Given data —
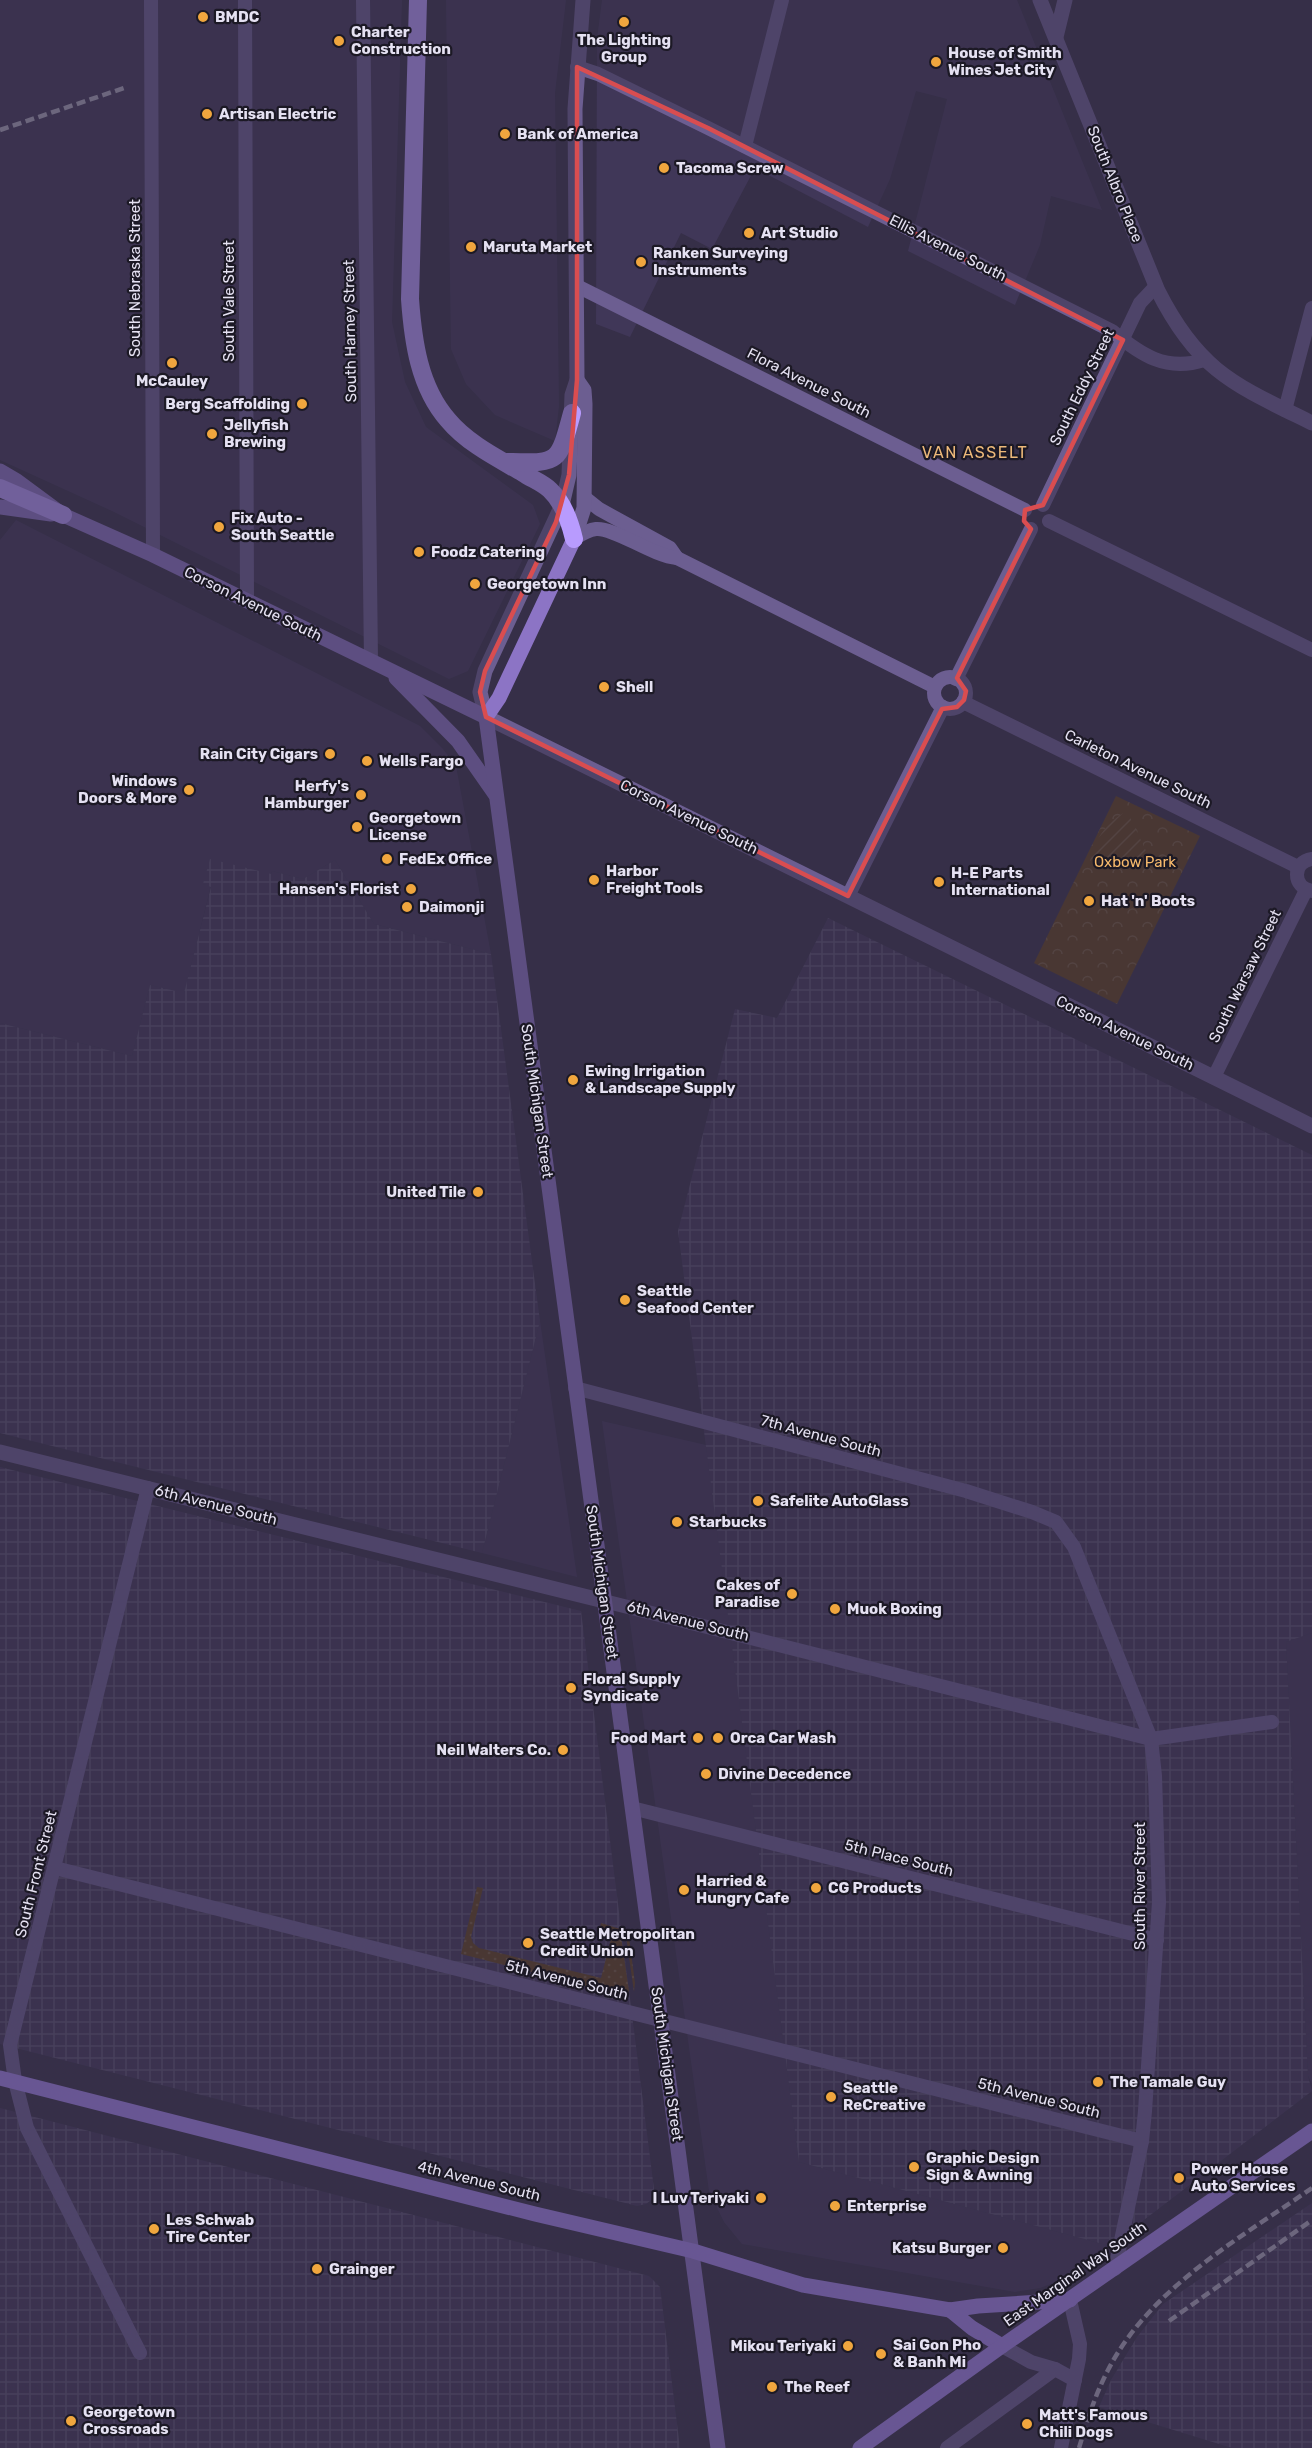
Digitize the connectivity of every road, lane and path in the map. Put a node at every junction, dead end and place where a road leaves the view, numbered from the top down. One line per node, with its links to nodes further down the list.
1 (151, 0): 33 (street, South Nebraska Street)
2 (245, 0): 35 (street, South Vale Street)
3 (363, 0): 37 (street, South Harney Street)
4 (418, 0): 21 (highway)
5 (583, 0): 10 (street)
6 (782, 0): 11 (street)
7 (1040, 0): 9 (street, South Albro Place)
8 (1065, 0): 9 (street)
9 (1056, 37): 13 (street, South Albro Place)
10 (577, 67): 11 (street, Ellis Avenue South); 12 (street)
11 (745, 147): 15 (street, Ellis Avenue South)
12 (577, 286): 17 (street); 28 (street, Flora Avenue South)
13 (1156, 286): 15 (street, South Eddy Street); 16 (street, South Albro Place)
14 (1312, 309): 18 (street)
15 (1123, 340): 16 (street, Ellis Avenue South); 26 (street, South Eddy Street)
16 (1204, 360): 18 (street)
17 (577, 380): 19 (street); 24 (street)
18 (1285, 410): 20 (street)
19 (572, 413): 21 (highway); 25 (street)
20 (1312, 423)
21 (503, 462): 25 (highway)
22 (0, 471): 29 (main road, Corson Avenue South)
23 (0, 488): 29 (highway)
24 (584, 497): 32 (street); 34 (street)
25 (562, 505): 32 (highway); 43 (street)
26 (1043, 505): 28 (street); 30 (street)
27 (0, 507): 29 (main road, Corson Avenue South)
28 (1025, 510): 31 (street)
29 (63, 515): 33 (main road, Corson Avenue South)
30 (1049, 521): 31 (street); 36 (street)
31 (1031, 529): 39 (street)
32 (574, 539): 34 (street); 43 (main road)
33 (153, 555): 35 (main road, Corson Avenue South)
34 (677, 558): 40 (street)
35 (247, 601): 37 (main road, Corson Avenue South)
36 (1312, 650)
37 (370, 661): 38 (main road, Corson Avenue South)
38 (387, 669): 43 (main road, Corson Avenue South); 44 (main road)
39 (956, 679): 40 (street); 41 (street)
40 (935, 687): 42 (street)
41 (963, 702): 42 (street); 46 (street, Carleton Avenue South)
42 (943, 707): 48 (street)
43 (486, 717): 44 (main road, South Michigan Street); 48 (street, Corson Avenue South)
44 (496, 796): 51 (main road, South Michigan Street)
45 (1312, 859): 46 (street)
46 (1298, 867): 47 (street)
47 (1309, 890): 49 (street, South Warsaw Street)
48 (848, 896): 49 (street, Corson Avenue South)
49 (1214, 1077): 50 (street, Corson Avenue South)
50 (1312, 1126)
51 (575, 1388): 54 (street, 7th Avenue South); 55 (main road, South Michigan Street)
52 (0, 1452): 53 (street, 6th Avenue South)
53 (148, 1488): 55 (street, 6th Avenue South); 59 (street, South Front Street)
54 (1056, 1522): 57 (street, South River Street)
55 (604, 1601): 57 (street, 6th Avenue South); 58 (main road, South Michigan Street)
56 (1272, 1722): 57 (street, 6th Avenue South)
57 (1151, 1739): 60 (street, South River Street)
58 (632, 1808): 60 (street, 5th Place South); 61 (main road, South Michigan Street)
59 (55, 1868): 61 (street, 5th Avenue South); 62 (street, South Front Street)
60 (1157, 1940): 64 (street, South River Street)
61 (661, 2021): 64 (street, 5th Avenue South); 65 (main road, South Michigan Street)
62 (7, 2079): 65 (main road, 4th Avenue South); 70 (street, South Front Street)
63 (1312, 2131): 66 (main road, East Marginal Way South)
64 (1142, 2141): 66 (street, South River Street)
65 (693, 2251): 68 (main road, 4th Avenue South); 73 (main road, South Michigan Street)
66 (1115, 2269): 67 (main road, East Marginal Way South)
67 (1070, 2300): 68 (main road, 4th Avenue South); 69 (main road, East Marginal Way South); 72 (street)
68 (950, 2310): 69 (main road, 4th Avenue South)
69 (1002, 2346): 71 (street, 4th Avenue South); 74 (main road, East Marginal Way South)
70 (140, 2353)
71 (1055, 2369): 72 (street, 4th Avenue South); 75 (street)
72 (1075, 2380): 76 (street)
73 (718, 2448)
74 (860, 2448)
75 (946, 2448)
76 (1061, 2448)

Problem to work on — Scan the listing for the word "Albro". Copy every line in which it appears.

Reply —
7 (1040, 0): 9 (street, South Albro Place)
9 (1056, 37): 13 (street, South Albro Place)
13 (1156, 286): 15 (street, South Eddy Street); 16 (street, South Albro Place)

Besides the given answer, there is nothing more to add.